Detrás de mí, en otro asiento, Fabián me explica que el viento tiene que estar a favor nuestro y que el parapente no sé qué, para que la hélice no sé qué cosa. Después le preguntaré. Con el miedo en la panza, sólo pienso en volar.
Y los pozos que agarramos con esas ruedas chiquitas también me inspiran ganas de despegar: sería más digno caer desde el aire que terminar enterrada de cabeza.
El viento no aparece. En algún lugar debe estar riéndose de mí: me despeina desde hace 6 años y ahora no da señales de que exista.
Por fin llega y sopla con un poco más de fuerza y arrancamos.
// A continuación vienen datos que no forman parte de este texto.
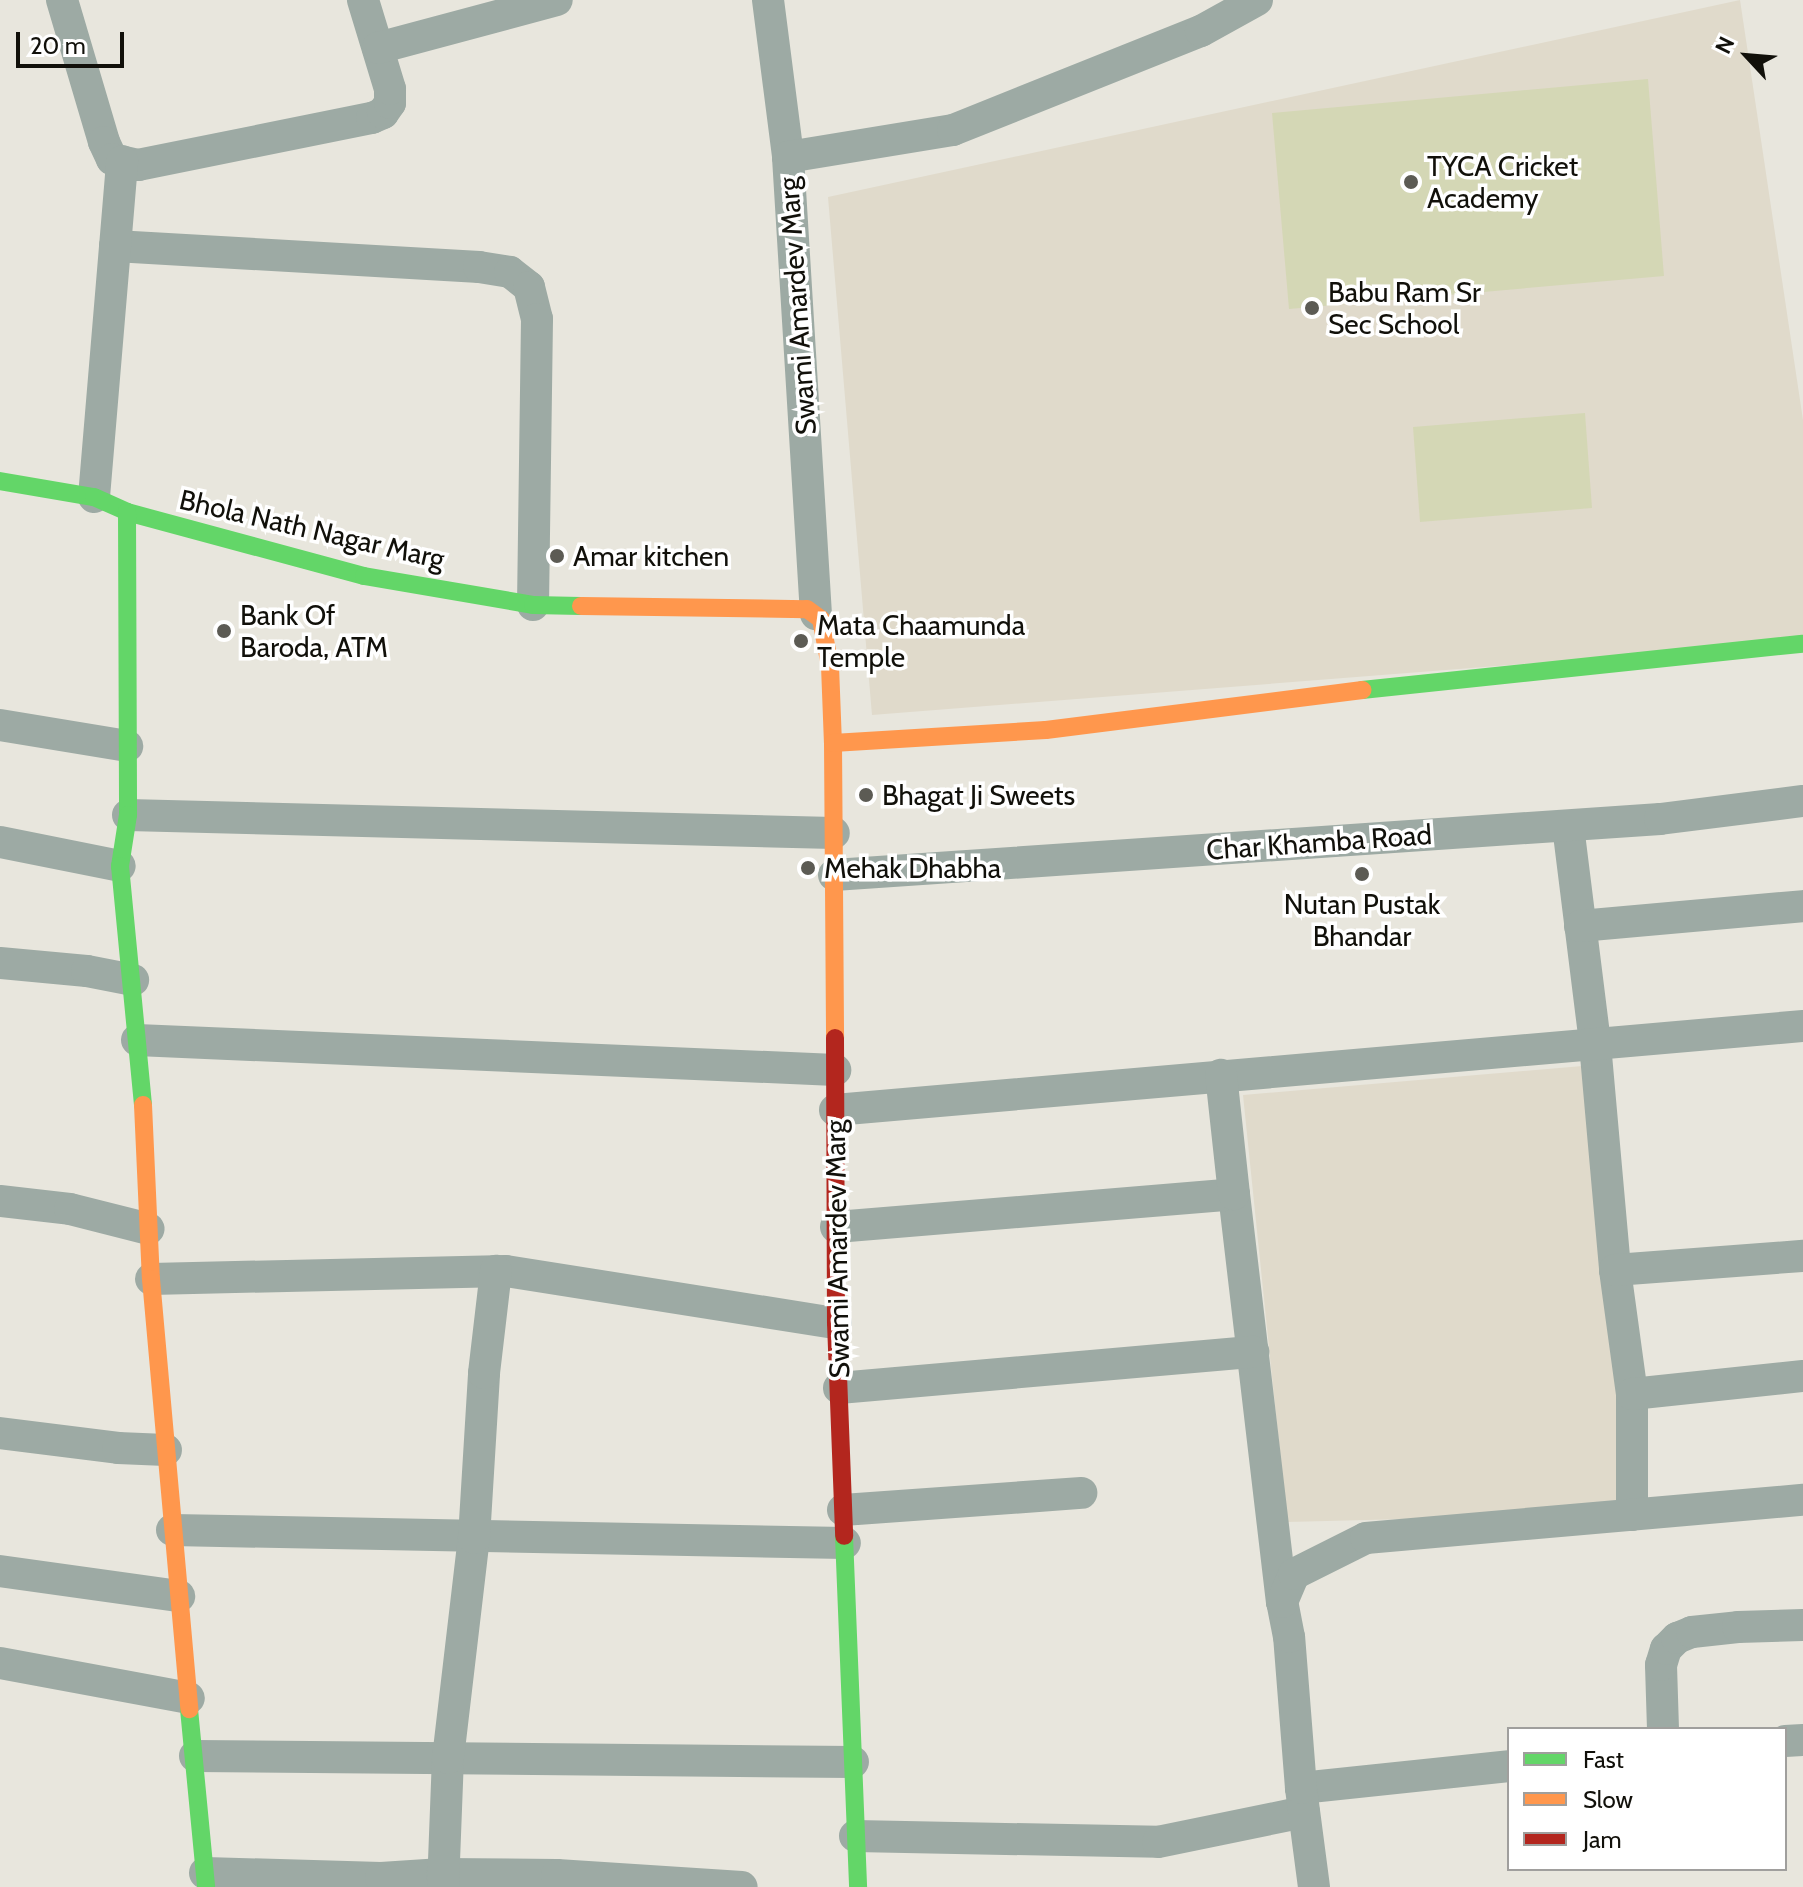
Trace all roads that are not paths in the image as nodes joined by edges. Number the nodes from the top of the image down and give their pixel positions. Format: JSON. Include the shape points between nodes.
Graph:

El paratrike primero carretea sobre el costado derecho, el suelo me queda de reojo y justo cuando empiezo a sentir que el miedo me anuda la panza, se endereza.
Pegamos un giro al mejor estilo DeLorean de Volver al futuro y el pasto empieza a tener efecto teclas “Ctrl” más “-“.
En menos de un minuto estamos a unos 500 metros de altura y podríamos sobrevolar el Cerro del Amor si estuviéramos en Sierra de la Ventana.
Hace más frío que en la tierra y quiero que quede de excusa para el temblequeo de mi pulso en la cámara con la que filmo el vuelo.
Sobrevolamos Sesquicentenario. Es una frenética pista de autitos. Me dan ganas de tener un joystick.
Me pongo de nombre “Ojos de Google Maps” y veo.
Todos los autos son iguales.
Todas las casas son habitables.
Las piletas son figuras de mugre.
Se ven los techos despintados.
Las distintas tonalidades del pasto.
Los dibujos de las arboledas.
Y la ría le gana a las fábricas.
Pero también miro arriba. Arriba queda menos arriba que desde el piso. Metida dentro del cielo encuentro más azules de los que conozco.
Me olvido de que llevo una cámara en la mano derecha, extiendo los brazos y me siento un pájaro. El único, porque no cruzamos a ninguno.
Y el atardecer bahiense al fin no tiene edificios.
Tenemos que bajar. Pero no sin antes hacer piruetas espiraladas y hacerles vuelo rasante a los espectadores –próximos pasajeros- como si fueran la presa de una gaviota.
Después de unos 15 minutos de no poder contener la sonrisa, de estar descubierta a un aire más puro y de tener los ojos desorbitados, siento que vuelvo con la cara de E.T. en la bicicleta voladora de Fabián.
Algo quedó muy claro: desde arriba no existe aquello a lo que le damos importancia.
Toda la data
El paratrike es una aeronave nacida en Europa. Se utiliza un motor aeronáutico de unos 40 caballos de fuerza, un carro con tres ruedas y un parapente.
Vuela más de 100 kilómetros gracias a su autonomía.
Si se apaga el motor durante el vuelo, no pasa nada porque vuela por la acción del parapente.
“De hecho, los días que hay corrientes ascendentes de calor llamadas 'térmicas', se apaga el motor a propósito a unos 500 metros de altitud como para seguir ascendiendo pero utilizando la naturaleza como fuerza motriz”, contó Fabián.
Como medida de seguridad el paratrike cuenta con un paracaídas de emergencia que protege todo el conjunto.
Pesa 30 kilos en vacío y puede llegar hasta los 95.
Realiza maniobras extremas a ras del piso y puede subir hasta 4.000 metros en unos minutos.
El piloto lleva radio y tiene comunicación con otras aeronaves en vuelo.
Cuánto cuesta, dónde y cómo
El valor del vuelo de bautismo es de $ 1.000 y hay dos modos:
* Normal: Fabián dice que es ideal para nenes, personas mayores o tomas fotográficas porque es suave y tranquilo, sin sobresaltos.
* Adrenalina: se vuela desde el comienzo con maniobras acrobáticas extremas. Por ejemplo, un centrifugado de 300 metros donde se llega a ver el parapente "debajo".